The Toast is doing a series on individuals who have converted from one religion to another or even from atheism to religion as the linked story ties to. One of the books Leah happened to read was Sam Harris' The Moral Landscape. On this, the article cites:

[It] was one I preordered, looking for contemporary atheist writers who would make moral realist arguments like Lewis, without the “and then God!” coda.  I was looking for a book I could offer back for my side, while people offered me apologetics, and this was a total disappointment. The focus is on subjective happiness, looking forward to the days when we can use brain-scans to check what makes us happy, which was way too much trust in ourselves for my taste. Being good might make us happy, but pleasure/pain was too crude a way to check on what was good.

I haven't finished his book yet, but reading that last sentence of Leah's evaluation reminded me of Rand's comparison between pleasure and pain to the body's welfare or injury contrasted with joy and suffering as emotional estimates of a similar nature. Harris has not introduced Man's Life as the standard, and instead deals with what he has been developing, so far as I've read, for what contributes to the "well-being" of human beings.

In Rand's Journals while writing Atlas Shrugged, she observed that the materialist, protesting the mystical morality and advocating no morality in its place, tended to drive people back to church, recognizing that they some form of morality to exist. It would appear some are not looking for subjective happiness either, or the reliance on the collective (such as others using brain-scans) to determine what makes us happy.

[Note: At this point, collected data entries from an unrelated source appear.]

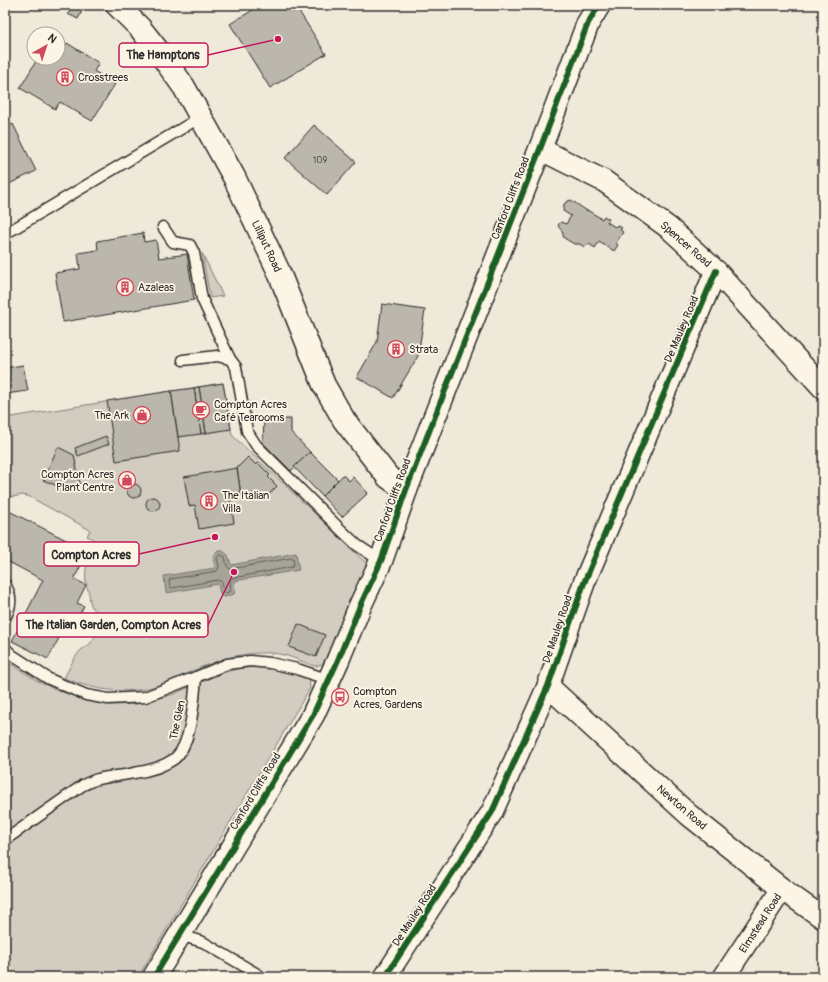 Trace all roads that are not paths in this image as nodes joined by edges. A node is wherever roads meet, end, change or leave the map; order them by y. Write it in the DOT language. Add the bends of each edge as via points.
graph roads {
  1 [pos="117,5"];
  2 [pos="599,5"];
  3 [pos="202,117"];
  4 [pos="540,149"];
  5 [pos="163,227"];
  6 [pos="5,234"];
  7 [pos="716,271"];
  8 [pos="230,359"];
  9 [pos="183,360"];
  10 [pos="823,388"];
  11 [pos="406,490"];
  12 [pos="381,561"];
  13 [pos="5,584"];
  14 [pos="5,618"];
  15 [pos="5,648"];
  16 [pos="196,677"];
  17 [pos="329,680"];
  18 [pos="548,686"];
  19 [pos="5,840"];
  20 [pos="782,889"];
  21 [pos="823,918"];
  22 [pos="179,935"];
  23 [pos="259,975"];
  24 [pos="154,977"];
  25 [pos="385,977"];
  26 [pos="724,977"];
  1 -- 3 [label="street, Lilliput Road" via="159,52"];
  2 -- 4 [label="street, Canford Cliffs Road" via="588,23"];
  3 -- 6 [label="lane"];
  3 -- 11 [label="street, Lilliput Road" via="270,251 324,385 344,420 388,477"];
  4 -- 7 [label="street, Spencer Road" via="604,182 669,228"];
  4 -- 11 [label="street, Canford Cliffs Road"];
  5 -- 8 [label="lane" via="173,242 190,245 194,253 202,299"];
  7 -- 10 [label="street, Spencer Road"];
  7 -- 18 [label="street, De Mauley Road" via="584,583"];
  8 -- 9 [label="lane" via="216,356"];
  8 -- 12 [label="lane" via="236,367 247,431 256,445 357,545"];
  11 -- 12 [label="street, Canford Cliffs Road"];
  12 -- 17 [label="street, Canford Cliffs Road"];
  13 -- 14 [label="lane" via="11,600"];
  15 -- 16 [label="lane" via="49,680 86,695 108,699 145,697"];
  16 -- 17 [label="lane" via="227,664 250,661 297,669"];
  16 -- 19 [label="lane, The Glen" via="187,737 182,751 175,758 160,767 98,779 83,785"];
  17 -- 22 [label="street, Canford Cliffs Road" via="313,715"];
  18 -- 20 [label="street, Newton Road" via="689,815"];
  18 -- 25 [label="street, De Mauley Road" via="492,812"];
  20 -- 21 [label="street, Newton Road"];
  20 -- 26 [label="street, Elmstead Road"];
  22 -- 23 [label="lane" via="203,942"];
  22 -- 24 [label="street, Canford Cliffs Road"];
} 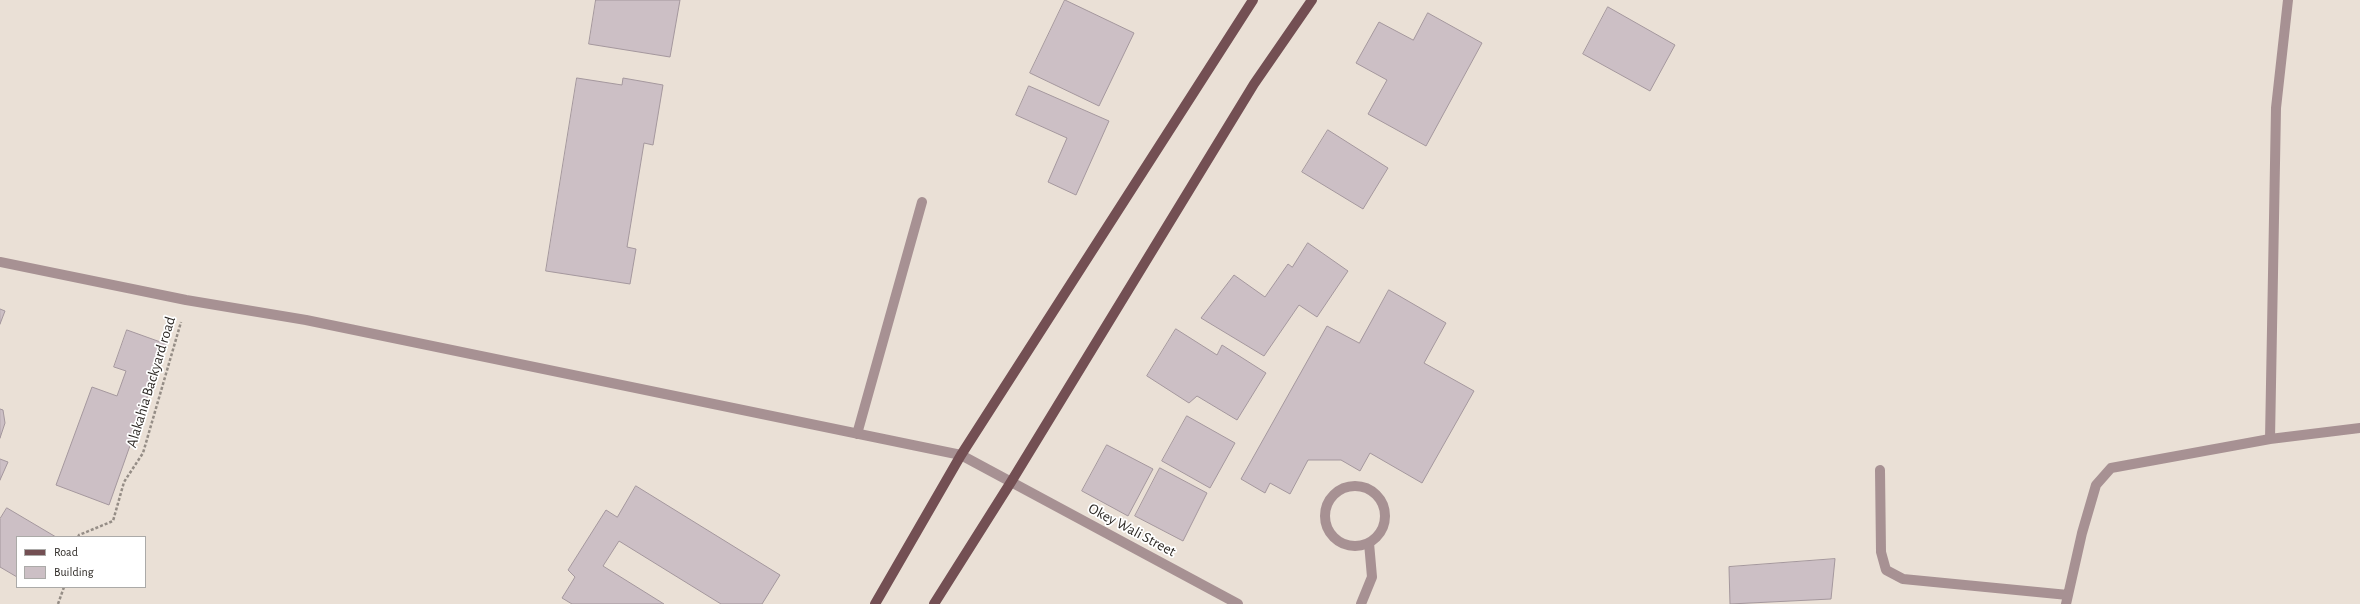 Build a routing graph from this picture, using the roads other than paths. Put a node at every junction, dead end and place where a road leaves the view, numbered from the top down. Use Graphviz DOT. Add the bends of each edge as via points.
graph roads {
  1 [pos="1253,0"];
  2 [pos="1312,0"];
  3 [pos="2288,0"];
  4 [pos="922,202"];
  5 [pos="0,262"];
  6 [pos="2360,428"];
  7 [pos="857,434"];
  8 [pos="2270,439"];
  9 [pos="962,455"];
  10 [pos="1880,470"];
  11 [pos="1011,482"];
  12 [pos="1369,543"];
  13 [pos="2067,600"];
  14 [pos="875,604"];
  15 [pos="934,604"];
  16 [pos="1238,604"];
  17 [pos="1361,604"];
  1 -- 9 [label="main road"];
  2 -- 11 [label="main road" via="1254,84"];
  3 -- 8 [label="street" via="2276,108"];
  4 -- 7 [label="street"];
  5 -- 7 [label="street, Okey Wali Street" via="186,300 306,320"];
  6 -- 8 [label="street"];
  7 -- 9 [label="street, Okey Wali Street"];
  8 -- 13 [label="street" via="2111,468 2096,485"];
  9 -- 11 [label="street, Okey Wali Street"];
  9 -- 14 [label="main road"];
  10 -- 13 [label="street" via="1881,552 1886,570 1903,579"];
  11 -- 15 [label="main road"];
  11 -- 16 [label="street, Okey Wali Street"];
  12 -- 12 [label="street" via="1383,530 1386,510 1377,494 1360,485 1342,488 1328,501 1325,520 1333,537 1350,546"];
  12 -- 17 [label="street" via="1372,577"];
} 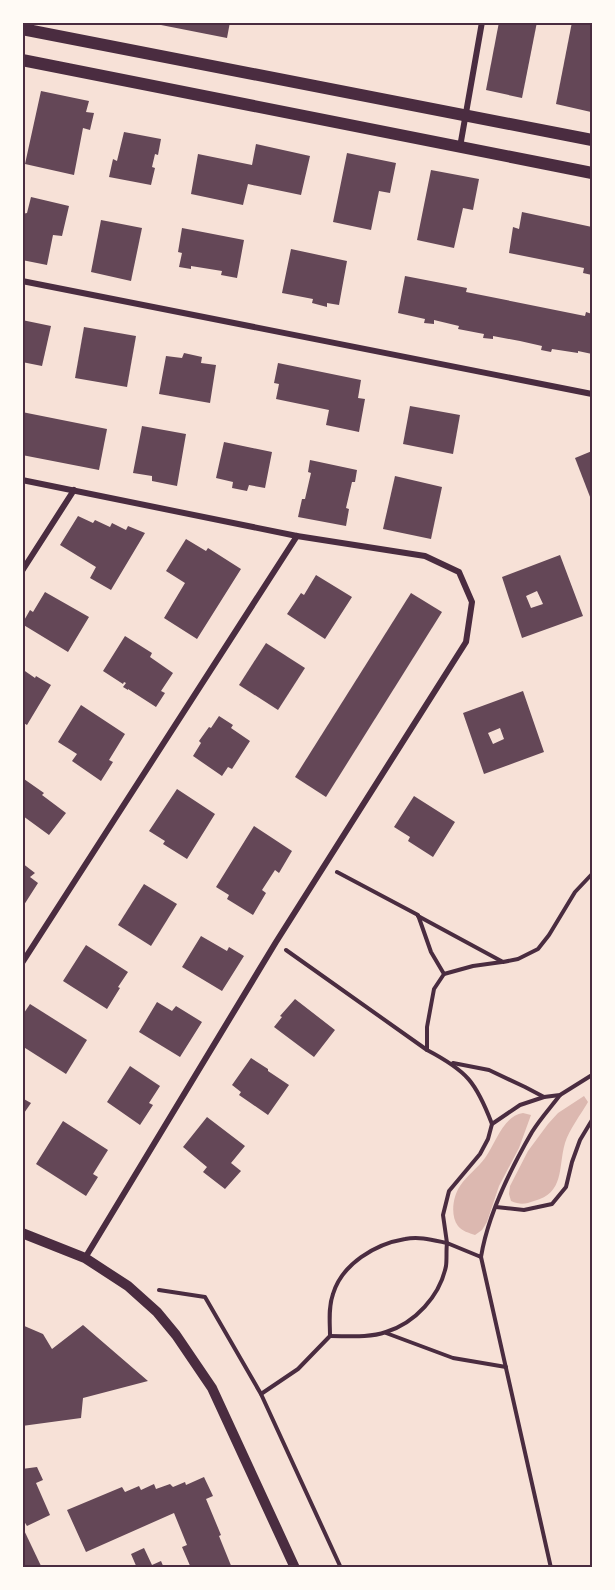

Here, again, Rand shines through. On this, in her Notes On Writing, October 6, 1949:

If any school of morality considers morality a social, not an individual, matter—i.e., a code for the relation of man to man, and not for man's own conduct in regard to himself—then, of course, it will necessarily be a collectivist [theory] and it will not work.

So far, Mr. Harris has been intent on identifying morality as it applies to humanity, rather than the individual. On this regard, it seems that some folk can sense that something is not quite kosher, that is, seemingly detecting a contradiction while not quite being able to put their finger on it directly.

People are looking for a form of salvation. I don't think it's salvation for a hypothetical eternal soul. It is a salvation from doubts and nagging questions about what existence is all about. It is a search for purpose above and beyond a causality as it appears to apply only to inanimate matter. Unable to see volition as a causal form, the riddle of consciousness, as is Ayn Rand's intertwined approach to morality, is unique. It is an approach that is essentially unimaginable to advocates of a nonobjective view of concepts.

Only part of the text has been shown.